====== EXERCISE MATERIALS ======
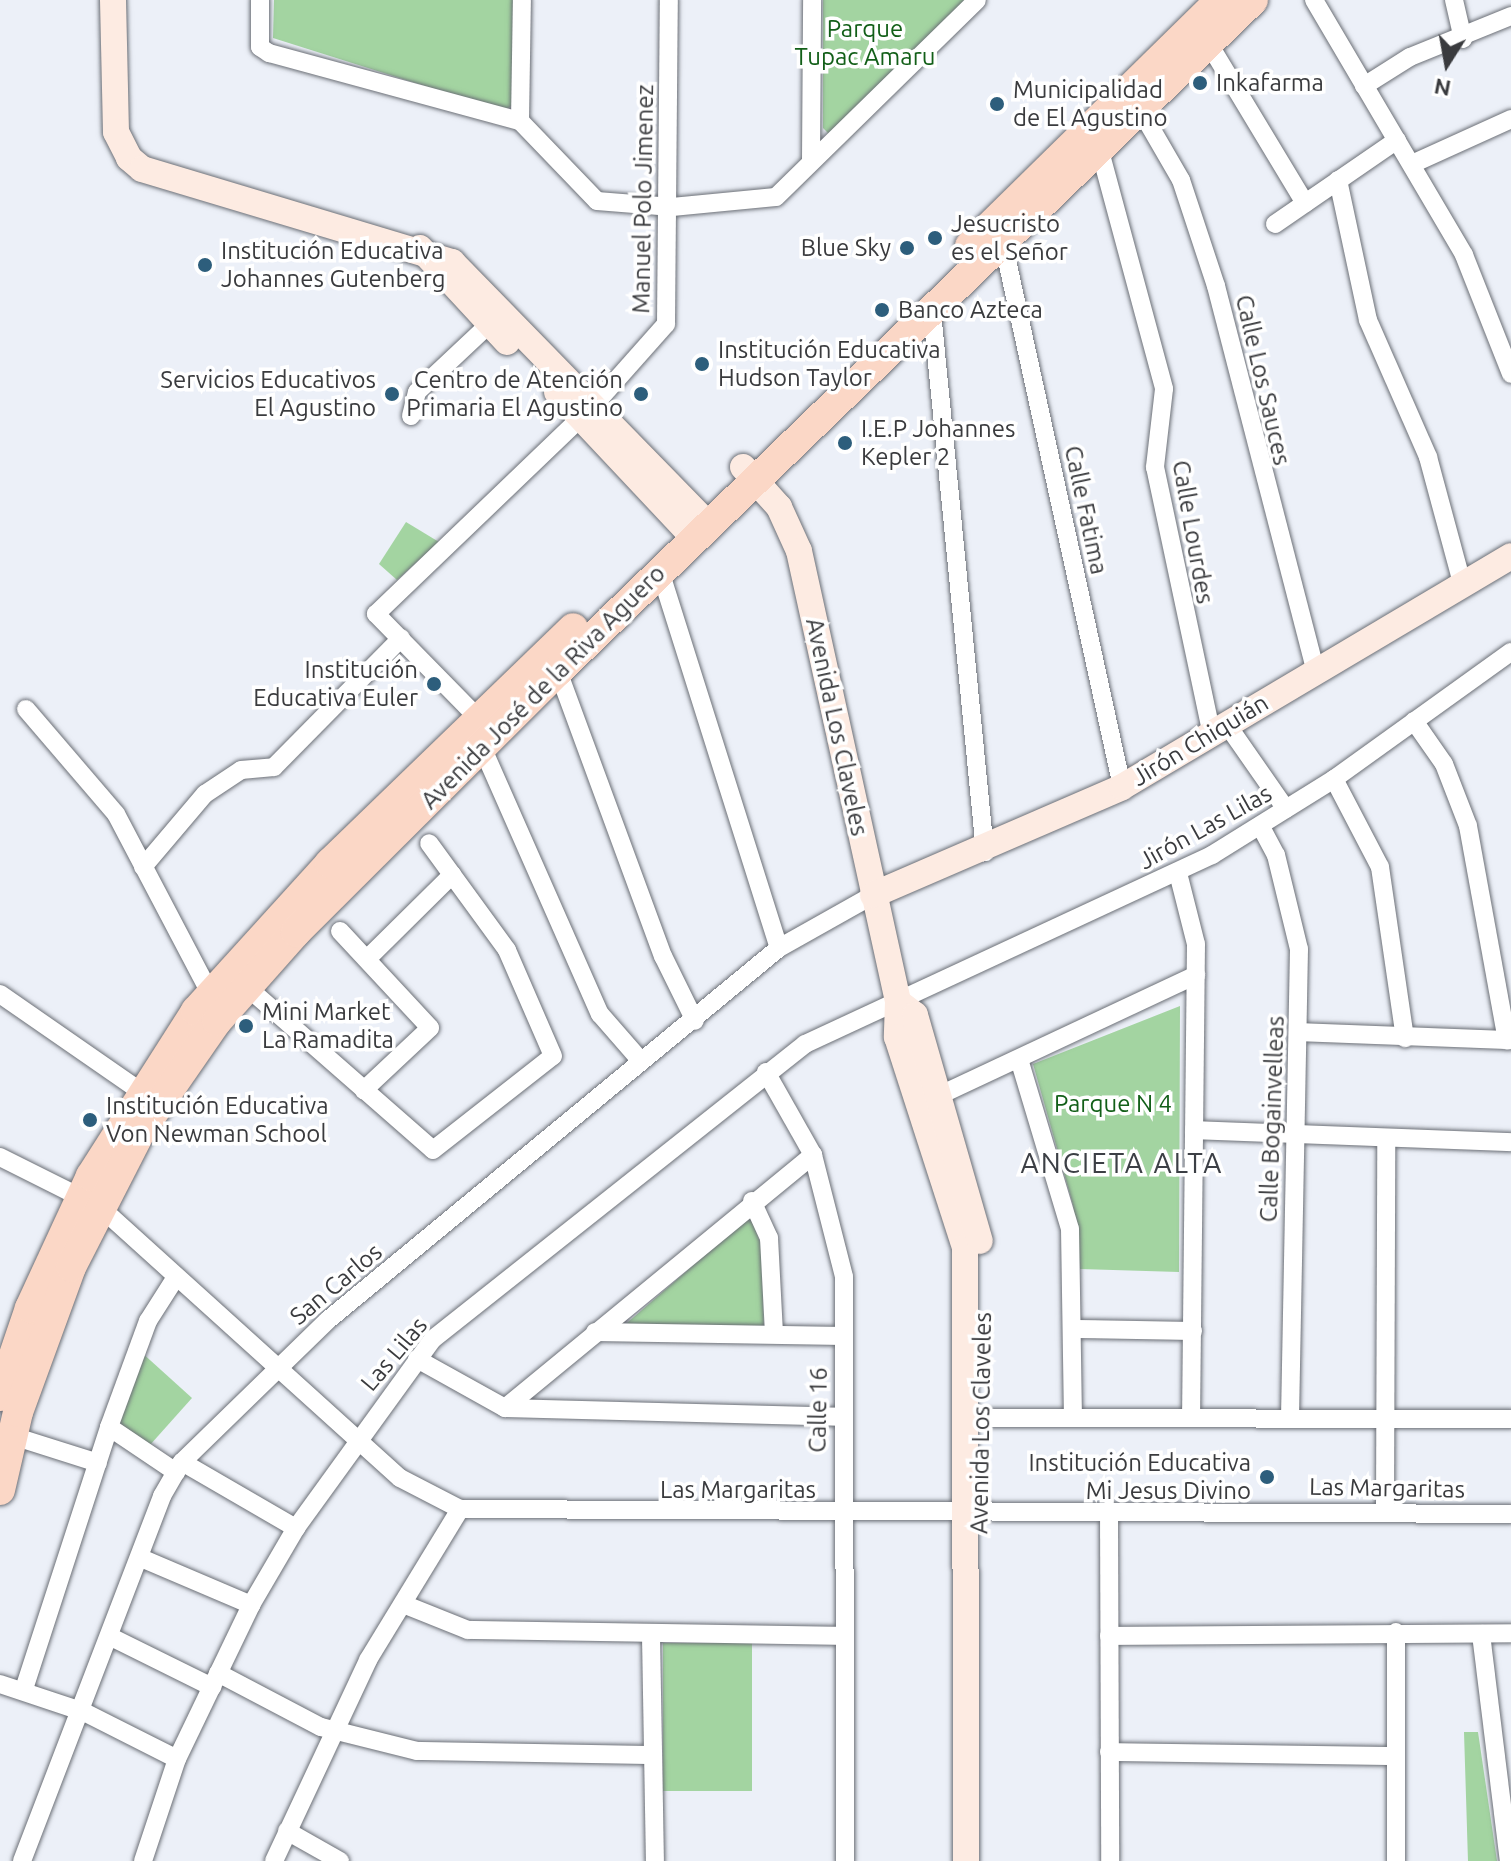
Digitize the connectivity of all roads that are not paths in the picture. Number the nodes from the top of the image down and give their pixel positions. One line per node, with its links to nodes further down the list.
1 (113, 0): 28 (street)
2 (260, 0): 17 (street)
3 (522, 0): 17 (street)
4 (669, 0): 24 (street, Manuel Polo Jimenez)
5 (812, 0): 20 (street)
6 (977, 0): 20 (street)
7 (1220, 0): 32 (main road, Avenida José de la Riva Aguero)
8 (1253, 0): 13 (main road, Avenida José de la Riva Aguero)
9 (1314, 0): 14 (street)
10 (1454, 0): 12 (street)
11 (1511, 16): 12 (street)
12 (1463, 39): 14 (street)
13 (1209, 44): 15 (main road, Avenida José de la Riva Aguero); 23 (street)
14 (1364, 86): 18 (street)
15 (1141, 111): 19 (main road, Avenida José de la Riva Aguero); 40 (street, Calle Los Sauces)
16 (1511, 119): 21 (street)
17 (520, 121): 24 (street)
18 (1397, 140): 21 (street); 22 (street)
19 (1100, 151): 26 (main road, Avenida José de la Riva Aguero); 44 (street, Calle Lourdes)
20 (811, 159): 24 (street)
21 (1412, 164): 29 (street)
22 (1338, 180): 23 (street); 36 (street)
23 (1305, 203): 25 (street)
24 (672, 207): 30 (street, Manuel Polo Jimenez)
25 (1275, 224)
26 (1003, 242): 27 (main road, Avenida José de la Riva Aguero); 47 (street, Calle Fatima)
27 (932, 312): 32 (main road, Avenida José de la Riva Aguero); 51 (street)
28 (492, 322): 30 (street); 31 (street)
29 (1511, 374)
30 (588, 410): 33 (street); 38 (street, Manuel Polo Jimenez)
31 (411, 416)
32 (750, 474): 33 (main road, Avenida José de la Riva Aguero); 55 (street, Avenida Los Claveles)
33 (695, 525): 35 (main road, Avenida José de la Riva Aguero); 37 (main road, Avenida José de la Riva Aguero)
34 (1511, 556): 36 (street, Jirón Chiquián)
35 (660, 571): 37 (main road, Avenida José de la Riva Aguero); 57 (street)
36 (1462, 583): 40 (street, Jirón Chiquián)
37 (608, 608): 41 (main road, Avenida José de la Riva Aguero); 45 (main road, Avenida José de la Riva Aguero)
38 (401, 638): 45 (street); 52 (street)
39 (1511, 652): 43 (street, Jirón Las Lilas)
40 (1315, 670): 44 (street, Jirón Chiquián)
41 (558, 671): 45 (main road, Avenida José de la Riva Aguero); 64 (street)
42 (26, 709): 52 (street)
43 (1414, 721): 46 (street, Jirón Las Lilas); 67 (street)
44 (1220, 731): 47 (street, Jirón Chiquián); 48 (street, Calle Lourdes)
45 (480, 732): 60 (main road, Avenida José de la Riva Aguero); 61 (main road, Avenida José de la Riva Aguero); 69 (street)
46 (1334, 779): 48 (street, Jirón Las Lilas); 66 (street)
47 (1122, 787): 51 (street, Jirón Chiquián)
48 (1286, 809): 49 (street, Jirón Las Lilas)
49 (1261, 827): 53 (street, Jirón Las Lilas); 65 (street, Calle Bogainvelleas)
50 (429, 843): 54 (street)
51 (985, 852): 55 (street, Jirón Chiquián)
52 (143, 867): 61 (street)
53 (1178, 873): 59 (street); 63 (street, Jirón Las Lilas)
54 (452, 875): 58 (street); 71 (street)
55 (873, 895): 57 (street, San Carlos); 63 (street, Avenida Los Claveles)
56 (340, 931): 58 (street)
57 (779, 948): 64 (street, San Carlos)
58 (367, 959): 71 (street)
59 (1196, 975): 68 (street); 74 (street)
60 (247, 987): 71 (street); 81 (main road, Avenida José de la Riva Aguero)
61 (210, 993): 72 (main road, Avenida José de la Riva Aguero)
62 (0, 994): 72 (street)
63 (898, 1002): 70 (street, Las Lilas); 73 (street, Avenida Los Claveles); 94 (street, Avenida Los Claveles)
64 (695, 1021): 69 (street, San Carlos)
65 (1299, 1032): 66 (street); 75 (street, Calle Bogainvelleas)
66 (1405, 1038): 67 (street)
67 (1509, 1040)
68 (1019, 1059): 73 (street); 83 (street)
69 (641, 1061): 89 (street, San Carlos)
70 (766, 1072): 78 (street, Calle 16); 88 (street, Las Lilas)
71 (364, 1090)
72 (140, 1091): 81 (main road, Avenida José de la Riva Aguero)
73 (940, 1095): 94 (street, Avenida Los Claveles)
74 (1194, 1130): 75 (street); 84 (street)
75 (1295, 1134): 76 (street); 96 (street, Calle Bogainvelleas)
76 (1386, 1139): 77 (street); 98 (street)
77 (1511, 1142)
78 (813, 1155): 80 (street); 87 (street, Calle 16)
79 (0, 1157): 81 (street, Las Margaritas)
80 (752, 1201): 85 (street); 86 (street)
81 (90, 1202): 82 (street, Las Margaritas); 90 (main road, Avenida José de la Riva Aguero); 100 (main road, Avenida José de la Riva Aguero)
82 (176, 1277): 89 (street, Las Margaritas); 99 (street)
83 (1076, 1329): 84 (street); 95 (street)
84 (1193, 1331): 92 (street)
85 (595, 1332): 86 (street); 91 (street)
86 (774, 1332): 87 (street)
87 (844, 1336): 93 (street, Calle 16)
88 (417, 1359): 91 (street); 101 (street, Las Lilas)
89 (277, 1367): 101 (street, Las Margaritas); 103 (street, San Carlos)
90 (0, 1396)
91 (505, 1408): 93 (street)
92 (1191, 1416): 95 (street); 96 (street)
93 (840, 1417): 109 (street, Calle 16)
94 (973, 1418): 95 (street); 108 (street, Avenida Los Claveles)
95 (1073, 1418)
96 (1290, 1419): 98 (street)
97 (1511, 1419): 98 (street)
98 (1385, 1420): 107 (street)
99 (109, 1427): 102 (street); 103 (street)
100 (6, 1435): 102 (street); 104 (main road, Avenida José de la Riva Aguero)
101 (356, 1440): 105 (street, Las Margaritas); 111 (street, Las Lilas)
102 (98, 1463): 124 (street)
103 (179, 1467): 111 (street); 112 (street, San Carlos)
104 (0, 1490)
105 (460, 1509): 109 (street, Las Margaritas); 113 (street)
106 (1109, 1510): 107 (street, Las Margaritas); 108 (street, Las Margaritas); 120 (street)
107 (1385, 1510): 110 (street, Las Margaritas)
108 (972, 1512): 109 (street, Las Margaritas); 138 (street, Avenida Los Claveles); 139 (street, Avenida Los Claveles)
109 (841, 1514): 119 (street, Calle 16)
110 (1511, 1514)
111 (296, 1528): 114 (street, Las Lilas)
112 (141, 1558): 114 (street); 121 (street, San Carlos)
113 (403, 1604): 118 (street); 126 (street)
114 (251, 1605): 122 (street, Las Lilas)
115 (1396, 1632): 117 (street); 120 (street); 129 (street)
116 (1511, 1633): 117 (street)
117 (1481, 1634): 142 (street)
118 (651, 1636): 119 (street); 128 (street)
119 (841, 1636): 137 (street, Calle 16)
120 (1109, 1636): 127 (street)
121 (111, 1637): 122 (street); 125 (street, San Carlos)
122 (215, 1680): 126 (street); 130 (street, Las Lilas)
123 (0, 1684): 124 (street)
124 (24, 1689): 125 (street)
125 (84, 1712): 130 (street); 132 (street, San Carlos)
126 (339, 1730): 128 (street); 131 (street)
127 (1109, 1752): 129 (street); 140 (street)
128 (653, 1755): 136 (street)
129 (1396, 1756): 141 (street)
130 (177, 1759): 133 (street, Las Lilas)
131 (287, 1831): 134 (street); 135 (street)
132 (22, 1861)
133 (143, 1861)
134 (274, 1861)
135 (340, 1861)
136 (655, 1861)
137 (845, 1861)
138 (966, 1861)
139 (981, 1861)
140 (1110, 1861)
141 (1396, 1861)
142 (1509, 1861)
======
GOAL OF THE EXERCISE: In the copy, include every record exactly and no pictures.

EXPECTED OUTPUT:
Digitize the connectivity of all roads that are not paths in the picture. Number the nodes from the top of the image down and give their pixel positions. One line per node, with its links to nodes further down the list.
1 (113, 0): 28 (street)
2 (260, 0): 17 (street)
3 (522, 0): 17 (street)
4 (669, 0): 24 (street, Manuel Polo Jimenez)
5 (812, 0): 20 (street)
6 (977, 0): 20 (street)
7 (1220, 0): 32 (main road, Avenida José de la Riva Aguero)
8 (1253, 0): 13 (main road, Avenida José de la Riva Aguero)
9 (1314, 0): 14 (street)
10 (1454, 0): 12 (street)
11 (1511, 16): 12 (street)
12 (1463, 39): 14 (street)
13 (1209, 44): 15 (main road, Avenida José de la Riva Aguero); 23 (street)
14 (1364, 86): 18 (street)
15 (1141, 111): 19 (main road, Avenida José de la Riva Aguero); 40 (street, Calle Los Sauces)
16 (1511, 119): 21 (street)
17 (520, 121): 24 (street)
18 (1397, 140): 21 (street); 22 (street)
19 (1100, 151): 26 (main road, Avenida José de la Riva Aguero); 44 (street, Calle Lourdes)
20 (811, 159): 24 (street)
21 (1412, 164): 29 (street)
22 (1338, 180): 23 (street); 36 (street)
23 (1305, 203): 25 (street)
24 (672, 207): 30 (street, Manuel Polo Jimenez)
25 (1275, 224)
26 (1003, 242): 27 (main road, Avenida José de la Riva Aguero); 47 (street, Calle Fatima)
27 (932, 312): 32 (main road, Avenida José de la Riva Aguero); 51 (street)
28 (492, 322): 30 (street); 31 (street)
29 (1511, 374)
30 (588, 410): 33 (street); 38 (street, Manuel Polo Jimenez)
31 (411, 416)
32 (750, 474): 33 (main road, Avenida José de la Riva Aguero); 55 (street, Avenida Los Claveles)
33 (695, 525): 35 (main road, Avenida José de la Riva Aguero); 37 (main road, Avenida José de la Riva Aguero)
34 (1511, 556): 36 (street, Jirón Chiquián)
35 (660, 571): 37 (main road, Avenida José de la Riva Aguero); 57 (street)
36 (1462, 583): 40 (street, Jirón Chiquián)
37 (608, 608): 41 (main road, Avenida José de la Riva Aguero); 45 (main road, Avenida José de la Riva Aguero)
38 (401, 638): 45 (street); 52 (street)
39 (1511, 652): 43 (street, Jirón Las Lilas)
40 (1315, 670): 44 (street, Jirón Chiquián)
41 (558, 671): 45 (main road, Avenida José de la Riva Aguero); 64 (street)
42 (26, 709): 52 (street)
43 (1414, 721): 46 (street, Jirón Las Lilas); 67 (street)
44 (1220, 731): 47 (street, Jirón Chiquián); 48 (street, Calle Lourdes)
45 (480, 732): 60 (main road, Avenida José de la Riva Aguero); 61 (main road, Avenida José de la Riva Aguero); 69 (street)
46 (1334, 779): 48 (street, Jirón Las Lilas); 66 (street)
47 (1122, 787): 51 (street, Jirón Chiquián)
48 (1286, 809): 49 (street, Jirón Las Lilas)
49 (1261, 827): 53 (street, Jirón Las Lilas); 65 (street, Calle Bogainvelleas)
50 (429, 843): 54 (street)
51 (985, 852): 55 (street, Jirón Chiquián)
52 (143, 867): 61 (street)
53 (1178, 873): 59 (street); 63 (street, Jirón Las Lilas)
54 (452, 875): 58 (street); 71 (street)
55 (873, 895): 57 (street, San Carlos); 63 (street, Avenida Los Claveles)
56 (340, 931): 58 (street)
57 (779, 948): 64 (street, San Carlos)
58 (367, 959): 71 (street)
59 (1196, 975): 68 (street); 74 (street)
60 (247, 987): 71 (street); 81 (main road, Avenida José de la Riva Aguero)
61 (210, 993): 72 (main road, Avenida José de la Riva Aguero)
62 (0, 994): 72 (street)
63 (898, 1002): 70 (street, Las Lilas); 73 (street, Avenida Los Claveles); 94 (street, Avenida Los Claveles)
64 (695, 1021): 69 (street, San Carlos)
65 (1299, 1032): 66 (street); 75 (street, Calle Bogainvelleas)
66 (1405, 1038): 67 (street)
67 (1509, 1040)
68 (1019, 1059): 73 (street); 83 (street)
69 (641, 1061): 89 (street, San Carlos)
70 (766, 1072): 78 (street, Calle 16); 88 (street, Las Lilas)
71 (364, 1090)
72 (140, 1091): 81 (main road, Avenida José de la Riva Aguero)
73 (940, 1095): 94 (street, Avenida Los Claveles)
74 (1194, 1130): 75 (street); 84 (street)
75 (1295, 1134): 76 (street); 96 (street, Calle Bogainvelleas)
76 (1386, 1139): 77 (street); 98 (street)
77 (1511, 1142)
78 (813, 1155): 80 (street); 87 (street, Calle 16)
79 (0, 1157): 81 (street, Las Margaritas)
80 (752, 1201): 85 (street); 86 (street)
81 (90, 1202): 82 (street, Las Margaritas); 90 (main road, Avenida José de la Riva Aguero); 100 (main road, Avenida José de la Riva Aguero)
82 (176, 1277): 89 (street, Las Margaritas); 99 (street)
83 (1076, 1329): 84 (street); 95 (street)
84 (1193, 1331): 92 (street)
85 (595, 1332): 86 (street); 91 (street)
86 (774, 1332): 87 (street)
87 (844, 1336): 93 (street, Calle 16)
88 (417, 1359): 91 (street); 101 (street, Las Lilas)
89 (277, 1367): 101 (street, Las Margaritas); 103 (street, San Carlos)
90 (0, 1396)
91 (505, 1408): 93 (street)
92 (1191, 1416): 95 (street); 96 (street)
93 (840, 1417): 109 (street, Calle 16)
94 (973, 1418): 95 (street); 108 (street, Avenida Los Claveles)
95 (1073, 1418)
96 (1290, 1419): 98 (street)
97 (1511, 1419): 98 (street)
98 (1385, 1420): 107 (street)
99 (109, 1427): 102 (street); 103 (street)
100 (6, 1435): 102 (street); 104 (main road, Avenida José de la Riva Aguero)
101 (356, 1440): 105 (street, Las Margaritas); 111 (street, Las Lilas)
102 (98, 1463): 124 (street)
103 (179, 1467): 111 (street); 112 (street, San Carlos)
104 (0, 1490)
105 (460, 1509): 109 (street, Las Margaritas); 113 (street)
106 (1109, 1510): 107 (street, Las Margaritas); 108 (street, Las Margaritas); 120 (street)
107 (1385, 1510): 110 (street, Las Margaritas)
108 (972, 1512): 109 (street, Las Margaritas); 138 (street, Avenida Los Claveles); 139 (street, Avenida Los Claveles)
109 (841, 1514): 119 (street, Calle 16)
110 (1511, 1514)
111 (296, 1528): 114 (street, Las Lilas)
112 (141, 1558): 114 (street); 121 (street, San Carlos)
113 (403, 1604): 118 (street); 126 (street)
114 (251, 1605): 122 (street, Las Lilas)
115 (1396, 1632): 117 (street); 120 (street); 129 (street)
116 (1511, 1633): 117 (street)
117 (1481, 1634): 142 (street)
118 (651, 1636): 119 (street); 128 (street)
119 (841, 1636): 137 (street, Calle 16)
120 (1109, 1636): 127 (street)
121 (111, 1637): 122 (street); 125 (street, San Carlos)
122 (215, 1680): 126 (street); 130 (street, Las Lilas)
123 (0, 1684): 124 (street)
124 (24, 1689): 125 (street)
125 (84, 1712): 130 (street); 132 (street, San Carlos)
126 (339, 1730): 128 (street); 131 (street)
127 (1109, 1752): 129 (street); 140 (street)
128 (653, 1755): 136 (street)
129 (1396, 1756): 141 (street)
130 (177, 1759): 133 (street, Las Lilas)
131 (287, 1831): 134 (street); 135 (street)
132 (22, 1861)
133 (143, 1861)
134 (274, 1861)
135 (340, 1861)
136 (655, 1861)
137 (845, 1861)
138 (966, 1861)
139 (981, 1861)
140 (1110, 1861)
141 (1396, 1861)
142 (1509, 1861)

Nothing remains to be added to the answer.